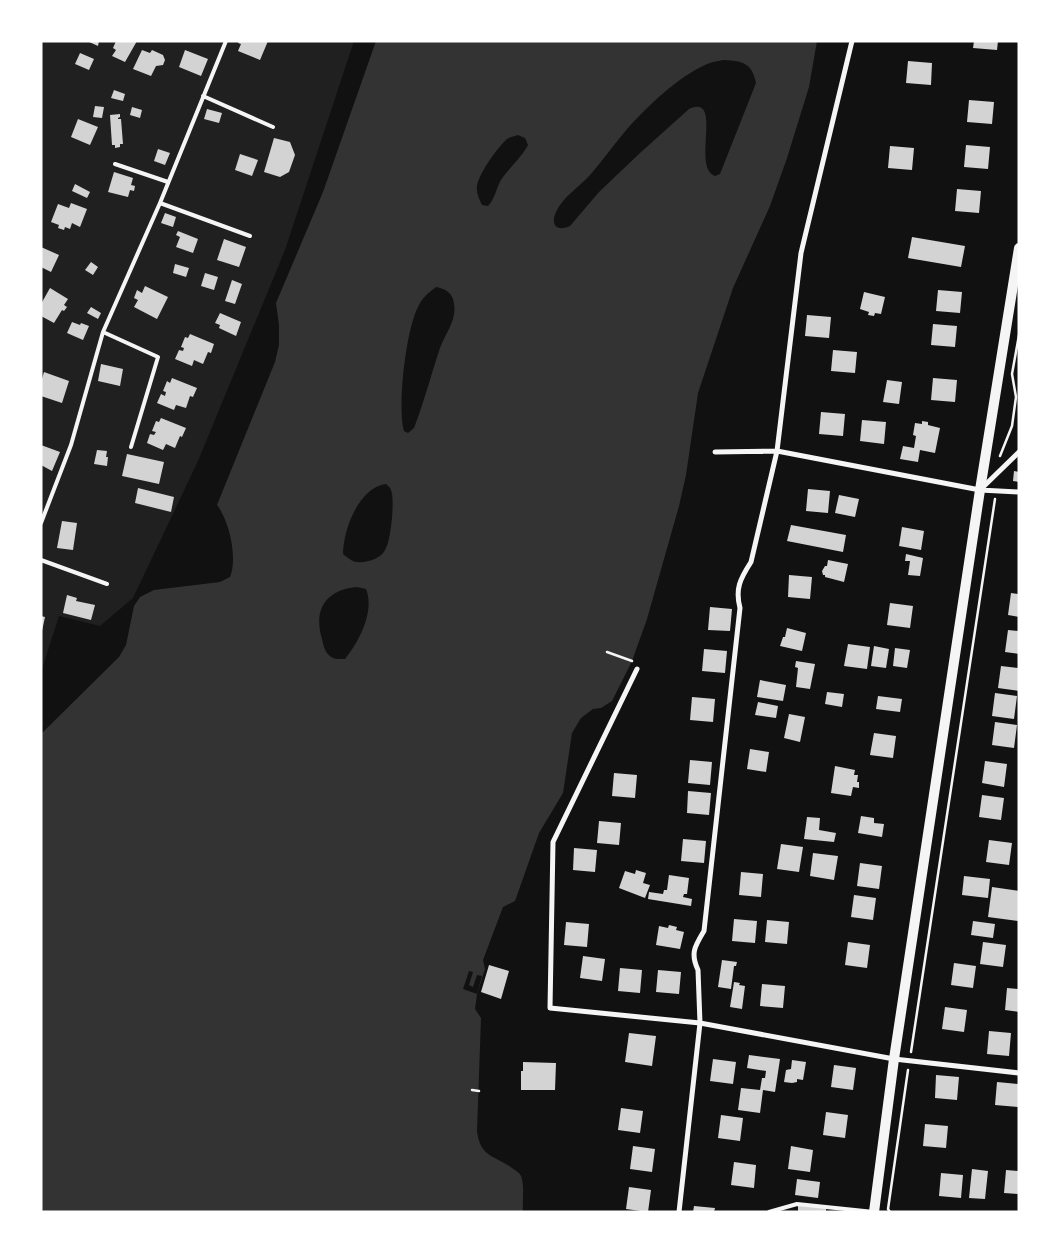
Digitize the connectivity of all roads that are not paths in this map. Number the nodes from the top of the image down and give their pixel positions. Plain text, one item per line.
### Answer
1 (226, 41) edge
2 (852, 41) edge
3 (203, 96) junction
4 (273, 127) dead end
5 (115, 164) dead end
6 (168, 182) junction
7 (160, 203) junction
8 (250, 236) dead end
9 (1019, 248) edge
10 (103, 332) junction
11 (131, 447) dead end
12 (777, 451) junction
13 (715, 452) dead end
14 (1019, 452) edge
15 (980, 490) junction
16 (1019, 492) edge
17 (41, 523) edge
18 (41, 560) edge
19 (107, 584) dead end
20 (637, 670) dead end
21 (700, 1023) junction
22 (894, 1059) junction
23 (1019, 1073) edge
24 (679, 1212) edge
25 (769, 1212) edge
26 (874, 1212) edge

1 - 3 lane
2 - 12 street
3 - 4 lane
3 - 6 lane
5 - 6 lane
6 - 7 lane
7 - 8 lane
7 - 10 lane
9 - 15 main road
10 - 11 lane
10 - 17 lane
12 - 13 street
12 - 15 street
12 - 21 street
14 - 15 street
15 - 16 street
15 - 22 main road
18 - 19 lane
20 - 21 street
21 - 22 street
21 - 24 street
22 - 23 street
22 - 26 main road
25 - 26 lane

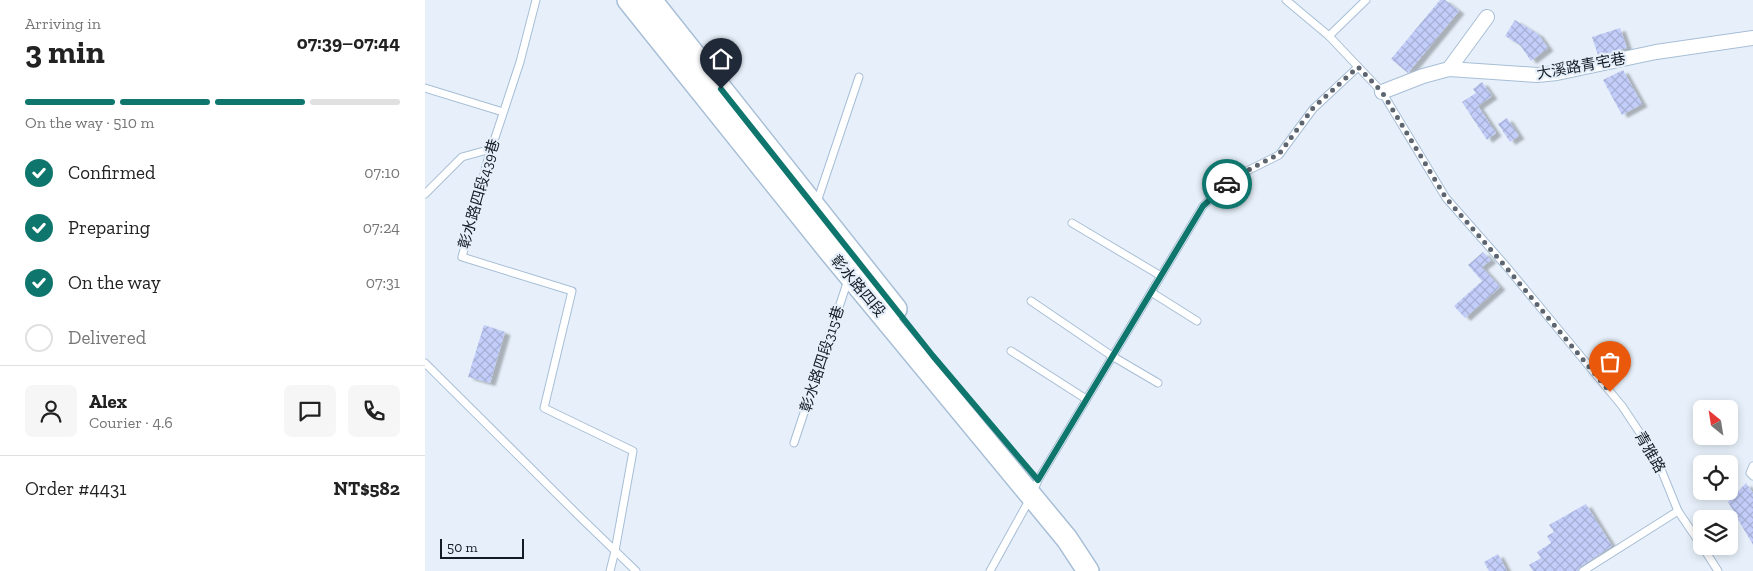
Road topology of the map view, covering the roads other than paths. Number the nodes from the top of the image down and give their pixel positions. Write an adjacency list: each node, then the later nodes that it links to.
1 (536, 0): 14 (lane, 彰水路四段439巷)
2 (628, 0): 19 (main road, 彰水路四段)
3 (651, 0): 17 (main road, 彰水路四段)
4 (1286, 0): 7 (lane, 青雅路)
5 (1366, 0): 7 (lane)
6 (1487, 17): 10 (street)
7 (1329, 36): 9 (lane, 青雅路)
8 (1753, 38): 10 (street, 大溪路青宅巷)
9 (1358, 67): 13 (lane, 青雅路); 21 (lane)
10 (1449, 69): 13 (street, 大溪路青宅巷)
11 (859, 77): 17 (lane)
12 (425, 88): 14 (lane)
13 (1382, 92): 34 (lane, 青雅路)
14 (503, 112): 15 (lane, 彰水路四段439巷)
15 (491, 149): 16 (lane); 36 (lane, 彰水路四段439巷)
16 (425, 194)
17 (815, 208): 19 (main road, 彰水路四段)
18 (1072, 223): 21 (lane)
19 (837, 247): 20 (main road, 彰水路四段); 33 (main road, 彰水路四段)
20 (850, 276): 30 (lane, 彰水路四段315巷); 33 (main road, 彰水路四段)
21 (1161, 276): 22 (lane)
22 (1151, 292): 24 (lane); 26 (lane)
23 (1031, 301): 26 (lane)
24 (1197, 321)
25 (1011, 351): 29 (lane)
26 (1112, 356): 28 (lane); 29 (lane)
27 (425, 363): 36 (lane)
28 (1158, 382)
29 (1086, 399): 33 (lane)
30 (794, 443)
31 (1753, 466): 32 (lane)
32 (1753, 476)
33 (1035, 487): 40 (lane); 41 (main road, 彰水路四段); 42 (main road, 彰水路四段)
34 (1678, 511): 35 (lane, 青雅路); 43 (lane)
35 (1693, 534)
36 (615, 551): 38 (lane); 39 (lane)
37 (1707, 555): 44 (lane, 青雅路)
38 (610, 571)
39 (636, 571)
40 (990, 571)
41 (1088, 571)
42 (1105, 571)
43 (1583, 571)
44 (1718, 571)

==

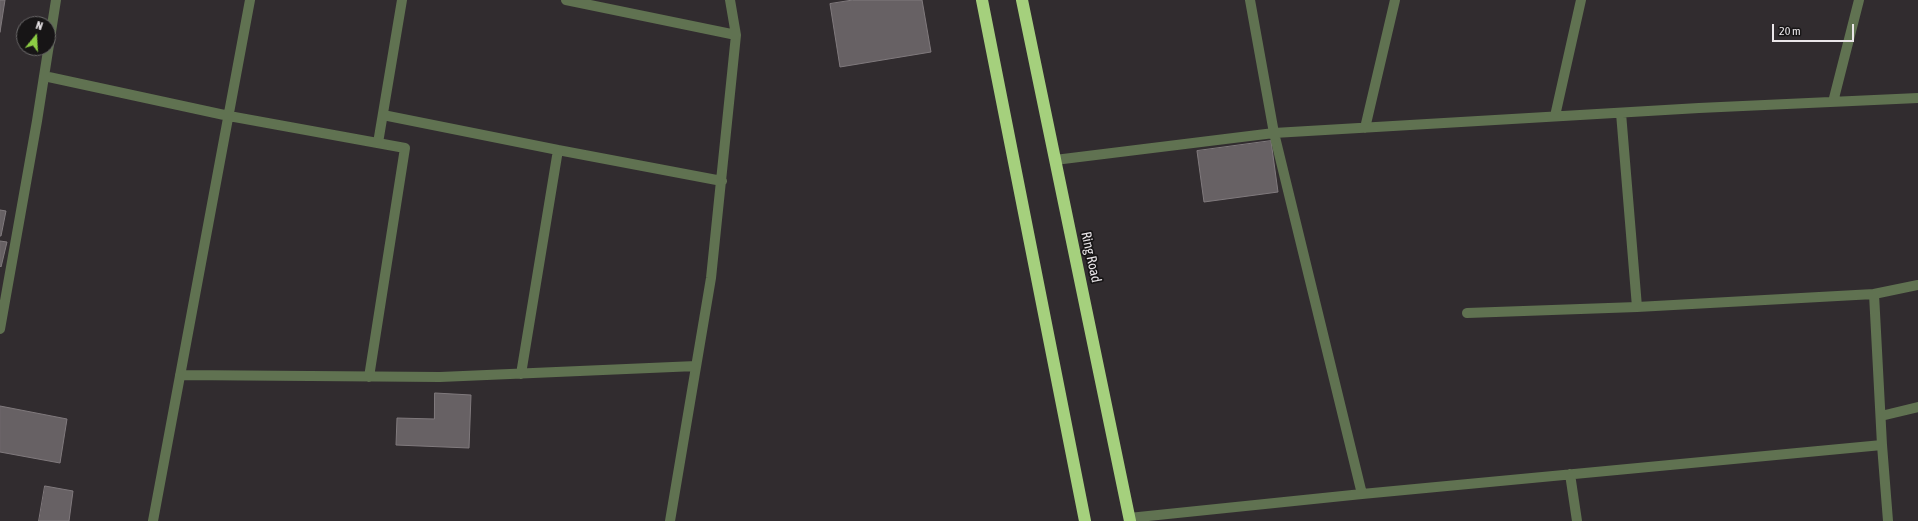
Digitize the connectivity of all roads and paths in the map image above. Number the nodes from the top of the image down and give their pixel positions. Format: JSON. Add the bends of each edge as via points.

▸ **Your task**:
Which lines of the data above contain the string "Digitize"? Copy each of them.

▸ **Final answer**:
Digitize the connectivity of all roads that are not paths in this map. Number the nodes from the top of the image down and give their pixel positions. Plain text, one item per line.
Digitize the connectivity of all roads and paths in the map image above. Number the nodes from the top of the image down and give their pixel positions. Format: JSON. Add the bends of each edge as via points.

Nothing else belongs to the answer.